We have historically accounted for interest and penalties related to uncertain tax positions as part of our provision for income taxes.  Following adoption of FIN 48, we will continue this classification.  As of December 31, 2007, the Company had accrued $7.5 million of interest and $0.7 million of penalties related to uncertain tax positions.  Prior to July 1, 2007, we classified all income taxes payable as a current liability. Under FIN 48, we are required to classify those obligations that are expected to be paid within the next twelve months as a current obligation and the remainder as a non-current obligation. As of December 31, 2007, we had classified $6.0 million of uncertain tax position liability as non-current obligations within other liabilities.

 

At December 31, 2007, the Company has significant deferred tax assets, resulting from net operating loss carryforwards, tax credit carryforwards, and deductible temporary differences.

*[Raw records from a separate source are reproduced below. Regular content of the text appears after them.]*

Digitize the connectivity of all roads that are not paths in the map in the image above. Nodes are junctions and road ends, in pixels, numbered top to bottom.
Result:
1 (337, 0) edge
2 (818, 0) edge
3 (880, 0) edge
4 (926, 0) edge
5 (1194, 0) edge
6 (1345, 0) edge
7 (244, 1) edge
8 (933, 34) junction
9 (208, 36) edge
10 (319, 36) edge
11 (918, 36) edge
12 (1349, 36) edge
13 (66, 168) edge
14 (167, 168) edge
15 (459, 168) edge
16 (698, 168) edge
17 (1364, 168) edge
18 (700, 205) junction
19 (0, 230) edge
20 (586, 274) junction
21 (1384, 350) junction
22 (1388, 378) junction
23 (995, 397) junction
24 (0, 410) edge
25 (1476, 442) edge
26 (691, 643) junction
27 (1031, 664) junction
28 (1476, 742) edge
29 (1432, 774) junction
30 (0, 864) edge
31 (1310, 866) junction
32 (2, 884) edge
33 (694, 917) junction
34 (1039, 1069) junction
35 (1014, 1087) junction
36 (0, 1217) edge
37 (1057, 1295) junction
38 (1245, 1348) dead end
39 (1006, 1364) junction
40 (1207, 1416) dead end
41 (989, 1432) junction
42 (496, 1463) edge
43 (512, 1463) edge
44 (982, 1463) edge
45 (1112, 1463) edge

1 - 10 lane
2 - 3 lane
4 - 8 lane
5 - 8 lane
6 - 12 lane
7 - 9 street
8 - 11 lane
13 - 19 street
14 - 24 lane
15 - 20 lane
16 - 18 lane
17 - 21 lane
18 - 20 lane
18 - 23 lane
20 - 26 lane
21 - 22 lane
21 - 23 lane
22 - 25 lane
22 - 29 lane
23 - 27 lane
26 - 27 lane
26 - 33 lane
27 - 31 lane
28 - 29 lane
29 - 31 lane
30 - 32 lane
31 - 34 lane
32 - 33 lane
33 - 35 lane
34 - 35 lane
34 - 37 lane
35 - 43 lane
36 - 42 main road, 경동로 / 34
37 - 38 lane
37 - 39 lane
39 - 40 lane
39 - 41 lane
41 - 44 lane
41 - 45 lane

The Company provides a full valuation allowance against its deferred tax assets in the United States, and a valuation allowance of $2.1 million against its net deferred tax assets of $5.0 million outside the U.S.  Management weighs the positive and negative evidence to determine if it is more likely than not that some or all of the deferred tax assets will be realized. Forming a conclusion that a valuation allowance is not needed is difficult when there is negative evidence such as cumulative losses in past years, a current year to date loss in the U.S. and presently a significant amount of economic uncertainty relative to the world economy. Despite the Company’s consolidated profitability in the fiscal year ended June 30, 2007, and marginal profitability during the six months ended December 31, 2007, the Company was not profitable in the U.S. during the six months ended December 31, 2007.  The significant majority of the Company’s tax attributes are in the U.S., and thus will continue to maintain a full valuation allowance on its tax benefits until profitability has been sustained and in amounts that are sufficient to support a conclusion that it is more likely than not that all or a portion of its deferred tax assets will be realized. A significant decrease in the Company’s valuation allowance would result in an immediate material income tax benefit and an increase in total assets and stockholders’ equity and could have a significant impact on the Company’s earnings in future periods.